Presents and wrappings

You may also need to watch out that your cat does not start unwrapping your Christmas presents for you before you are ready to open them yourself, if they are under the tree! Cats are often tempted by glitter and brightly coloured ties and ribbons on a well-wrapped gift, and see them as new toys – any bits of wrapping accidentally ingested could well present a problem, especially if they end up wound round the cat’s intestine instead of passing right through them.

Candles and fire

Candles are another hazard worth bearing in mind at Christmas, when we often have lighted candles to add atmosphere to our festive rooms and dining table. Try and put any lighted candles well out of your cat’s way (not forgetting about them yourself, of course!), and never leave a candle unattended. If your cat shows any interest in a particular fragrance of candle, such as anything faintly resembling the scent of catnip (although we cannot always predict which fragrances will appeal to our cat’s senses!), it would probably be as well to use that particular candle only in a room that your cat does not go into. Don’t forget that you might need a fireguard if you only use an open fire at Christmas. Cats are very attracted to the warms and may get dangerously close, and a few might even want to explore the chimney.

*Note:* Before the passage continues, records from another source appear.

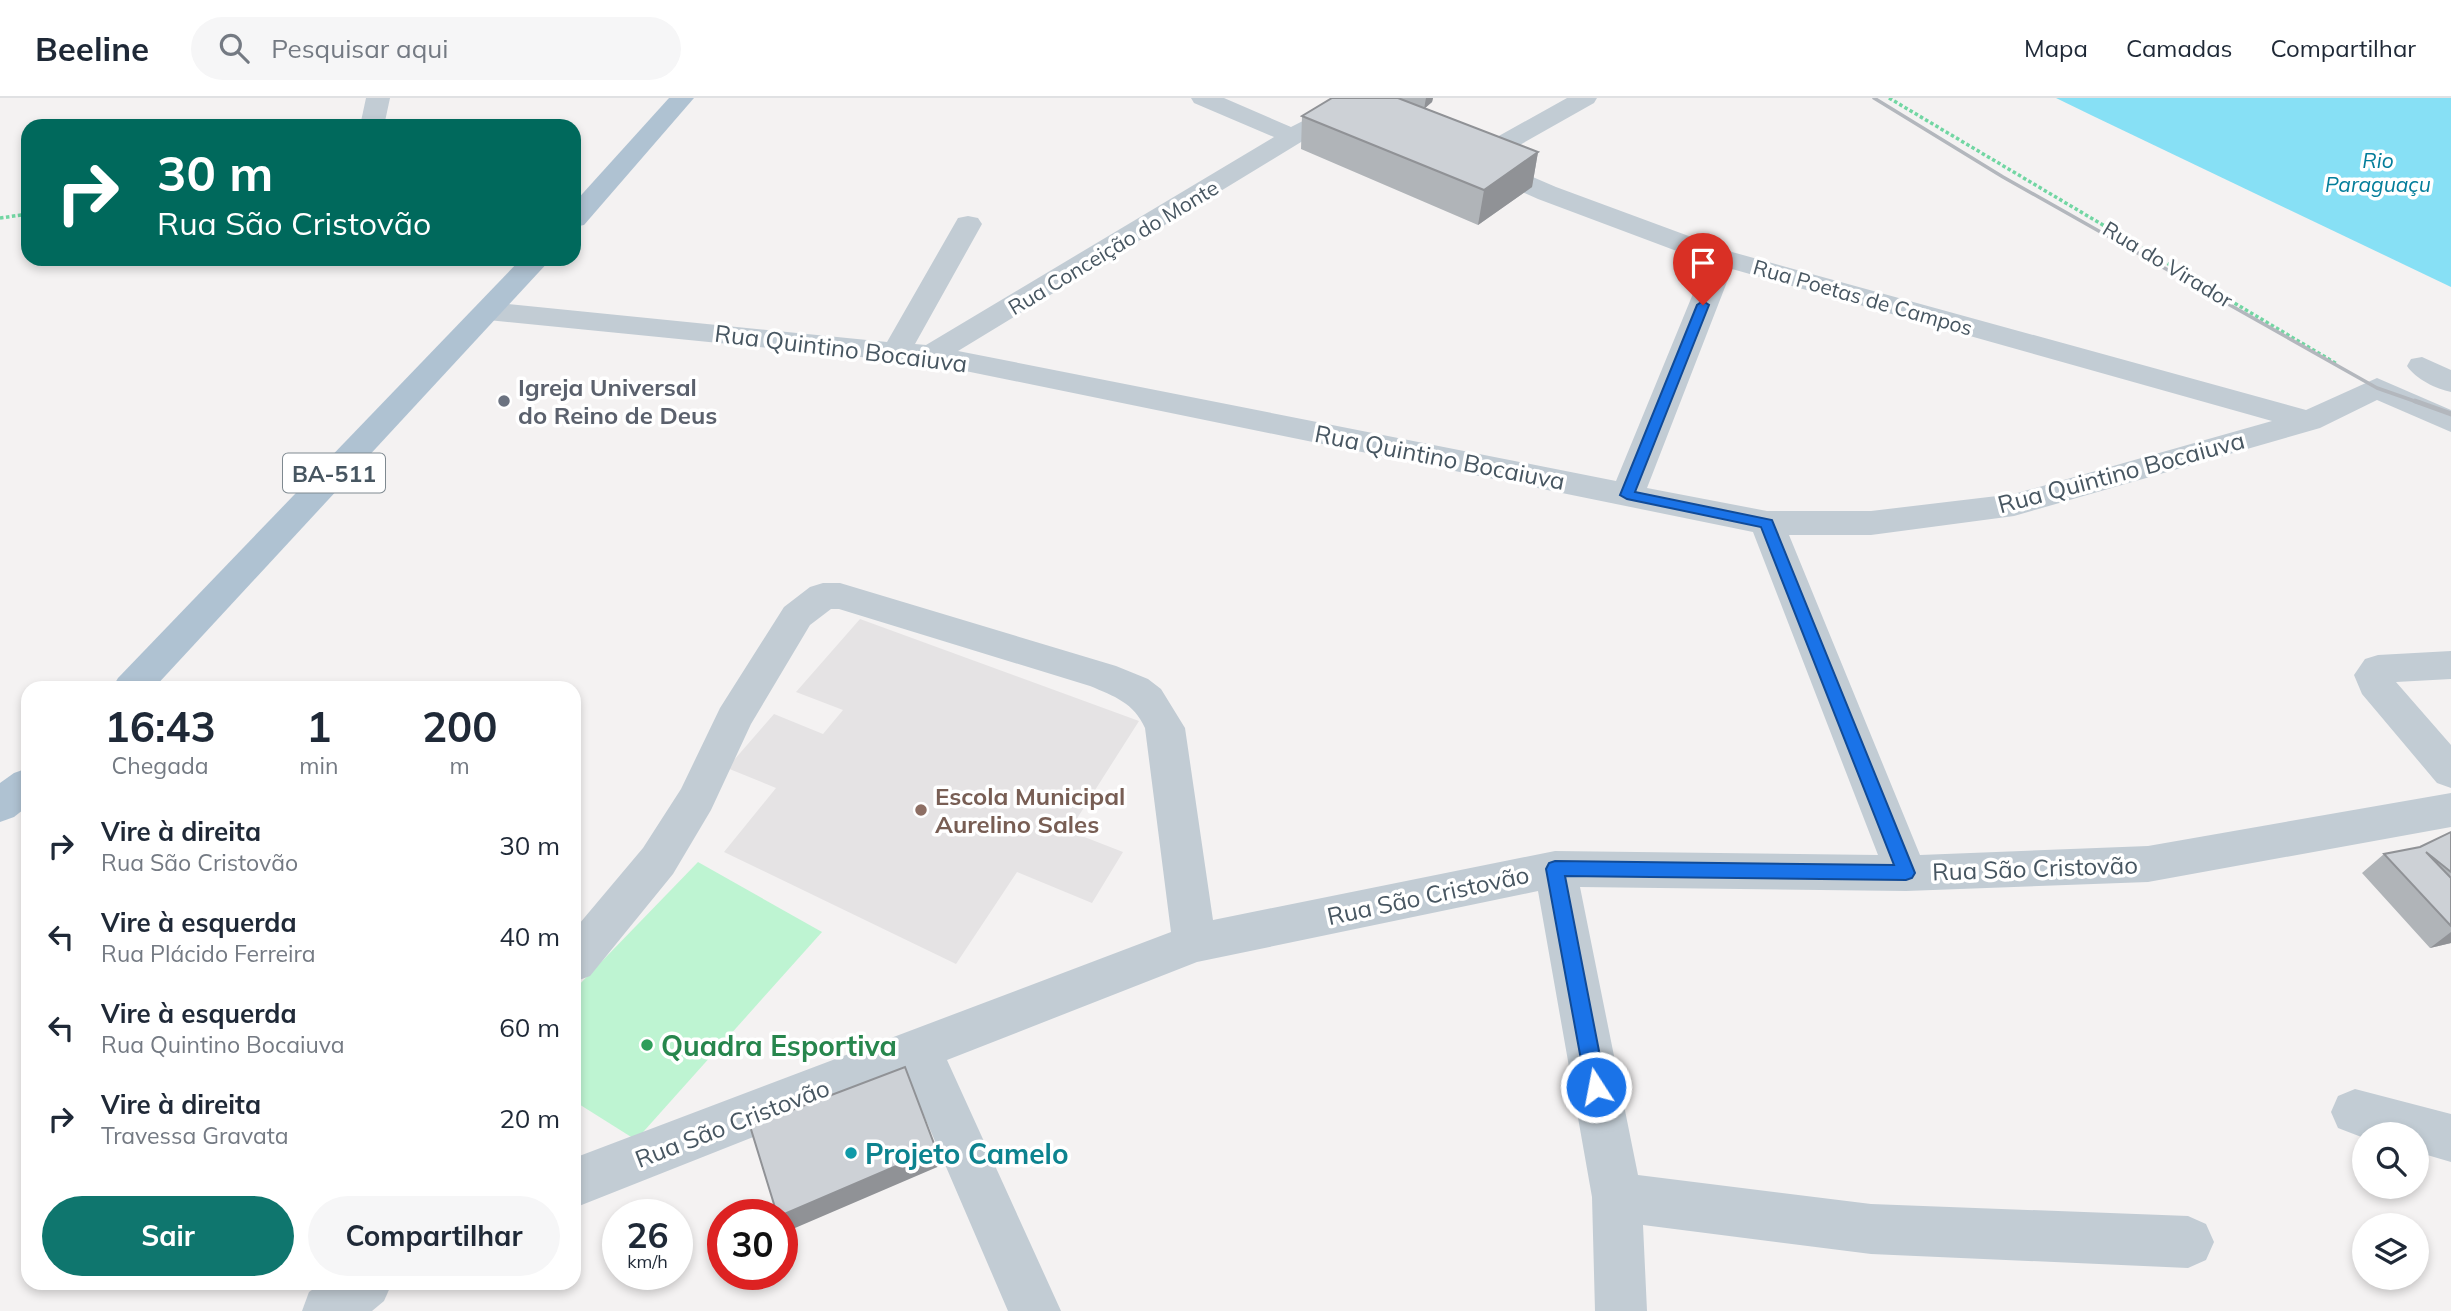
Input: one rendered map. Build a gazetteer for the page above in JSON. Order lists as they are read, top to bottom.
{
  "streets": {
    "main road": ["BA-511"],
    "street": [
      "Rua Conceição do Monte",
      "Rua Poetas de Campos",
      "Rua Quintino Bocaiuva",
      "Rua São Cristovão"
    ],
    "path": ["Rua do Virador"]
  },
  "crossings": [
    ["Rua Conceição do Monte", "Rua Quintino Bocaiuva"],
    ["Rua do Virador", "Rua Quintino Bocaiuva"],
    ["Rua Poetas de Campos", "Rua Quintino Bocaiuva"],
    ["Rua Quintino Bocaiuva", "BA-511"]
  ],
  "water": ["Rio Paraguaçu"],
  "places": [
    "Igreja Universal do Reino de Deus",
    "Escola Municipal Aurelino Sales",
    "Quadra Esportiva",
    "Projeto Camelo"
  ],
  "page": {
    "header": "Beeline",
    "search": "Pesquisar aqui",
    "nav": ["Mapa", "Camadas", "Compartilhar"],
    "turn": ["30 m", "Rua São Cristovão"],
    "eta": [
      "16:43",
      "Chegada",
      "1",
      "min",
      "200",
      "m"
    ],
    "list": [
      {
        "name": "Vire à direita",
        "note": "Rua São Cristovão",
        "value": "30 m"
      },
      {
        "name": "Vire à esquerda",
        "note": "Rua Plácido Ferreira",
        "value": "40 m"
      },
      {
        "name": "Vire à esquerda",
        "note": "Rua Quintino Bocaiuva",
        "value": "60 m"
      },
      {
        "name": "Vire à direita",
        "note": "Travessa Gravata",
        "value": "20 m"
      }
    ],
    "buttons": ["Sair", "Compartilhar"],
    "speed": "26 km/h",
    "limit": "30"
  }
}
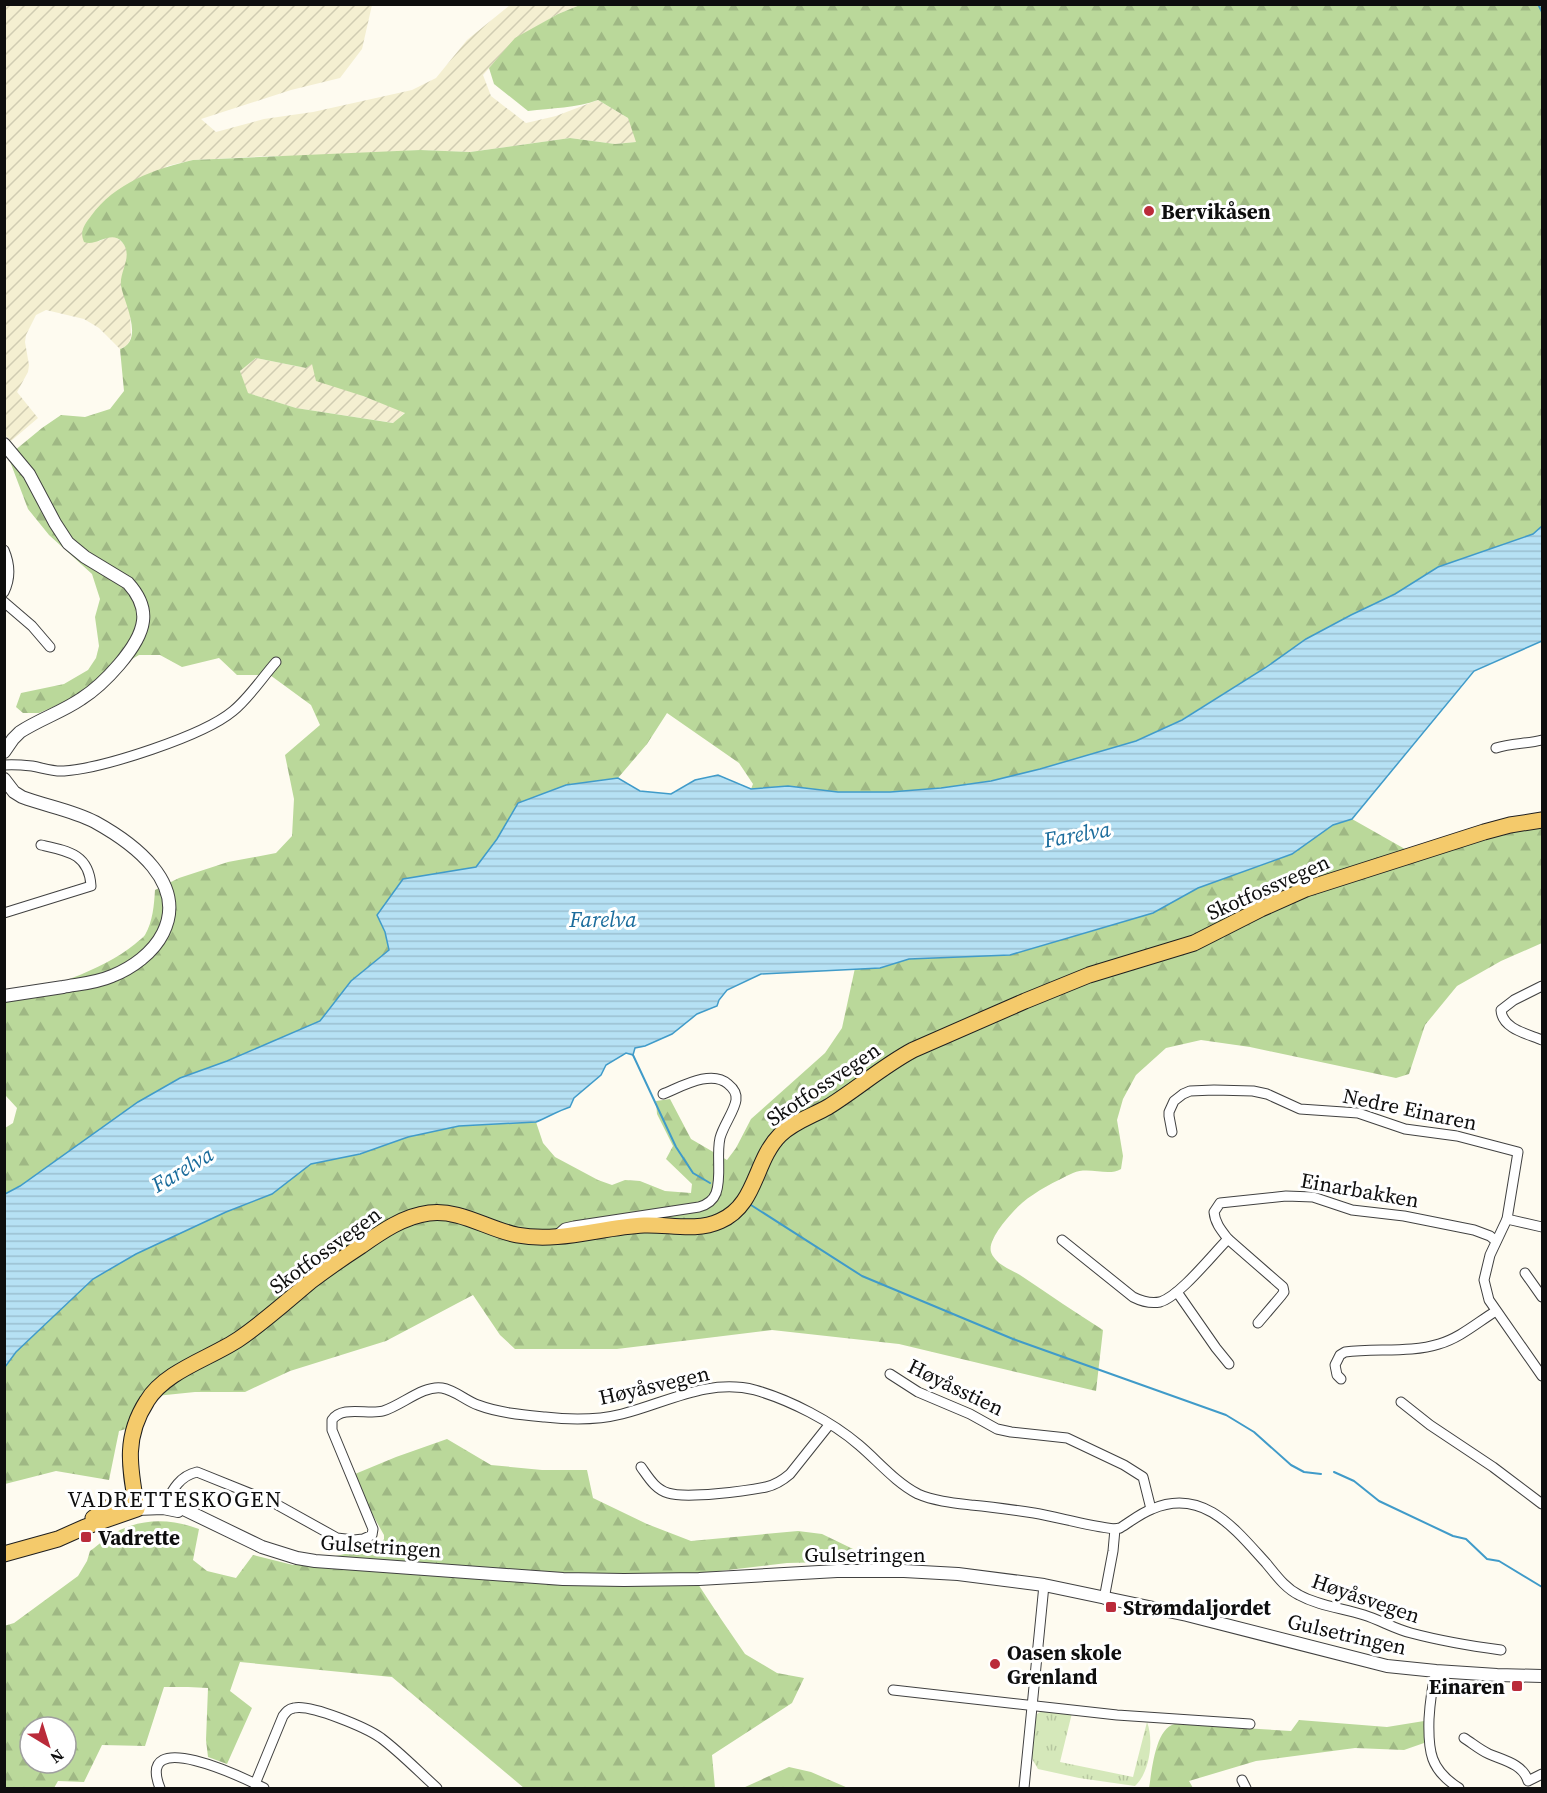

Try and keep your cat to their normal diet over Christmas. They do not understand the concept of the festive period, and therefore they do not need to deviate from their usual meals in favour of something rich that will upset their digestive system. No doubt they will appreciate a little of your cooked turkey, which will be absolutely fine for them, but don’t try tempting them with rich paté, prawn cocktail or sausages wrapped in bacon, as you will regret the consequences! Any sudden change to a cat’s diet can result in an upset stomach, and the effects of rich Christmas food will not be pleasant for anyone. You may also need to make sure that the kitchen door is firmly closed if you have left the remains of the turkey out (or anything else they fancy snacking on) as even if your cat does not normally jump on work surfaces, he may become very determined to sample the delicious-smelling Christmas fare.

Happy Christmas!

Don’t be put off having a festive celebration just because of your cat! Many of them will take absolutely no notice at all and carry on as normal, whilst others may become stressed by the level of noise and the volume of unknown visitors. In the latter instance it would be a good idea to find Puss a quiet corner (maybe in your bedroom) with a comfy bed, a favourite toy, some of their favourite food and a bowl of water, whilst the festivities continue. Some cats relish the excitement of more people to admire them and will play to the gallery, although it’s best not to leave the more sociable type of cat unattended with any potential hazards. You will soon recognise which category your cat falls into and be able to help them to survive the festive period, so that you and your family and friends have a very Happy Christmas!